Guide to the Garrett Hardin oral history OH 46
Finding aid prepared by Zachary Liebhaber, 2015.
UC Santa Barbara Library, Department of Special Research Collections
University of California, Santa Barbara
Santa Barbara 93106-9010
special@library.ucsb.edu
2015 August 13
Title: Garrett Hardin oral history
Identifier/Call Number: OH 46
Contributing Institution:
UC Santa Barbara Library, Department of Special Research Collections
Language of Material:
English
Physical Description:
3 linear feet
(3 document boxes, 18 audiocassettes)
Creator:
Hardin, Garrett James, 1915-2003
Creator:
Russell, David (David E.)
Date: 1983
Abstract: The collection contains background material, audiocassettes, and transcripts of interviews conducted by David E. Russell with
Garrett Hardin, in 1983.
Physical Location: Special Research Collections, UC Santa Barbara Library
Access Restrictions
The collection is open for research.
Use Restrictions
Copyright has not been assigned to the Department of Special Research Collections, UCSB. All requests for permission to publish
or quote from manuscripts must be submitted in writing to the Head of Special Research Collections.
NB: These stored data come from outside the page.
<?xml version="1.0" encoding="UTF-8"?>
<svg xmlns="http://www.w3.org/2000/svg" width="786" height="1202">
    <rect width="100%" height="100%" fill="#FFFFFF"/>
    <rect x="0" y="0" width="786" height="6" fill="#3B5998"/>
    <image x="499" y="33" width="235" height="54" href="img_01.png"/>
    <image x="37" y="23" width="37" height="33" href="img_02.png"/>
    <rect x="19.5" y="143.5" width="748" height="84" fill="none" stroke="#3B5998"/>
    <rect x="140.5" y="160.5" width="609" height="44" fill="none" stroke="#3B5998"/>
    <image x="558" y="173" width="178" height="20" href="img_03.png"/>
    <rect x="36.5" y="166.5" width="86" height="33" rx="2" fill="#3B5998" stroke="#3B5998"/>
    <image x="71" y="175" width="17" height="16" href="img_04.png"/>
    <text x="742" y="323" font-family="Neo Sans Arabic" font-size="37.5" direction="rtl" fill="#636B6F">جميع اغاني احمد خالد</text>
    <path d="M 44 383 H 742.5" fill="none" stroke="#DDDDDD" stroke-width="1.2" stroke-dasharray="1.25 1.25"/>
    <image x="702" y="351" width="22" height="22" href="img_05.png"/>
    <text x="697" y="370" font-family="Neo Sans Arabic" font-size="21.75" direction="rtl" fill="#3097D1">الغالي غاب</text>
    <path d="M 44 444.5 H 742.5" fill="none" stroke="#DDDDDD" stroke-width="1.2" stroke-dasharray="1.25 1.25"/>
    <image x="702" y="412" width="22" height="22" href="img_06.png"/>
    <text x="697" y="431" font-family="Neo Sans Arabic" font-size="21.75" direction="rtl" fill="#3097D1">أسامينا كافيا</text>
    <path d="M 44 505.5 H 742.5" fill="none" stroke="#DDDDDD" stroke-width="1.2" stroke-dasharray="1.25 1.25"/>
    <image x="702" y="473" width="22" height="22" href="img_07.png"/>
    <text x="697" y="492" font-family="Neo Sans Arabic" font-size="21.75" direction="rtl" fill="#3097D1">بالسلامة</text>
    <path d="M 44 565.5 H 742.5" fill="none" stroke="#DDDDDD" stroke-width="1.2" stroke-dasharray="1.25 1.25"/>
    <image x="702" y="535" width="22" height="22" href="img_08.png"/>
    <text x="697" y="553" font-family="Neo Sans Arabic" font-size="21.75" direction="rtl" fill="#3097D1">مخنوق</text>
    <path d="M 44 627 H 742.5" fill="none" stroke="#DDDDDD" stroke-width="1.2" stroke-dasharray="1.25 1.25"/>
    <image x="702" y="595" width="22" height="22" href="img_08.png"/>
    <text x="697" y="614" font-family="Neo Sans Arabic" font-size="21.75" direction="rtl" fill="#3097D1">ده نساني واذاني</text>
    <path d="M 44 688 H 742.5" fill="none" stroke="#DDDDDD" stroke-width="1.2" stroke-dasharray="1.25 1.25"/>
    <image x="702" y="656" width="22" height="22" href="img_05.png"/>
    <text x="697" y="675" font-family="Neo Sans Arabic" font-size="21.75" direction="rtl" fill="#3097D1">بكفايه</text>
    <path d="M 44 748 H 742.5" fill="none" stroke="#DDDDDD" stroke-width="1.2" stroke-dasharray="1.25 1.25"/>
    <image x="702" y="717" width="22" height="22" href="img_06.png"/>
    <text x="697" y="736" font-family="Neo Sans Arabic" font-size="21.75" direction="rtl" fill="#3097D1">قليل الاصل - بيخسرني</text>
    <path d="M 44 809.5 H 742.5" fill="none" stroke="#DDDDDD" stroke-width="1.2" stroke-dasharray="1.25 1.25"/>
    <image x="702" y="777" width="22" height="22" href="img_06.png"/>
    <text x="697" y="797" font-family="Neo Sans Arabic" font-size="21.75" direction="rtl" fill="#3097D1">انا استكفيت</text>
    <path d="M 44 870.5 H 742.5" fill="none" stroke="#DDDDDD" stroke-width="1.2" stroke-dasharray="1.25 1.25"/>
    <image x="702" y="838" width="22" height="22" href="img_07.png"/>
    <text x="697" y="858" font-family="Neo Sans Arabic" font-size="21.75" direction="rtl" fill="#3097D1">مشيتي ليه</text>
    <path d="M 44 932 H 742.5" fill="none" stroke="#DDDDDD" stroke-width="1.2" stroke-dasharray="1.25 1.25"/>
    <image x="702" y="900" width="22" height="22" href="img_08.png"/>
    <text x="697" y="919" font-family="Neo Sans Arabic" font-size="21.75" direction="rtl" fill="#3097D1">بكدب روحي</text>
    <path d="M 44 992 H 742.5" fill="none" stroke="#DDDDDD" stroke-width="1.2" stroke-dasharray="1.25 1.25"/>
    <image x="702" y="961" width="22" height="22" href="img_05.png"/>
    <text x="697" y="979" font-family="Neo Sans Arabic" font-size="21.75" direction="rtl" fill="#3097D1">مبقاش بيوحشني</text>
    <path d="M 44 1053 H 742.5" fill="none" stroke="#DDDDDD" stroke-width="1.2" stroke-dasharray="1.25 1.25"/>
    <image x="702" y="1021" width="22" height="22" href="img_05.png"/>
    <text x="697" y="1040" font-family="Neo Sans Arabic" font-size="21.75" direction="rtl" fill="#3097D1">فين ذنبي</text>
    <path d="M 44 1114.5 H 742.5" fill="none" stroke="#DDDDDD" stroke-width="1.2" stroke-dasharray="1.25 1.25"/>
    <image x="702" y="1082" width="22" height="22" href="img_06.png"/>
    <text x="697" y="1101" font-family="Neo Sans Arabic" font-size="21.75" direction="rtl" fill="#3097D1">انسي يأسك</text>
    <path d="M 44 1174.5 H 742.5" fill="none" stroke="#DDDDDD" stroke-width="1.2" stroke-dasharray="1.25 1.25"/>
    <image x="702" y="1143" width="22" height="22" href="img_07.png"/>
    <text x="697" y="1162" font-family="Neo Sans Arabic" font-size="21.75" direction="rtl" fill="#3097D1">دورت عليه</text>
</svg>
Permission for publication
is given on behalf of the Department of Special Research Collections as the owner of the physical items and is not intended
to include or imply permission of the copyright holder, which also must be obtained.
Preferred Citation
[Identification of Item], Garrett Hardin oral history, OH 46. Department of Special Research Collections, UC Santa Barbara
Library, University of California, Santa Barbara.
Acquisition Information
UCSB Oral History Program, 1983.
Processing Information
Preliminary arrangement and description by Special Collections staff; latest version, D. Tambo, Aug. 10, 2015.
Biographical Note
Garrett Hardin was a professor of Human Ecology at the University of California Santa Barbara. He was a writer and lecturer
concerned with the problems of overpopulation, and was best known for his essay
The Tragedy of the Commons (Science, 1968).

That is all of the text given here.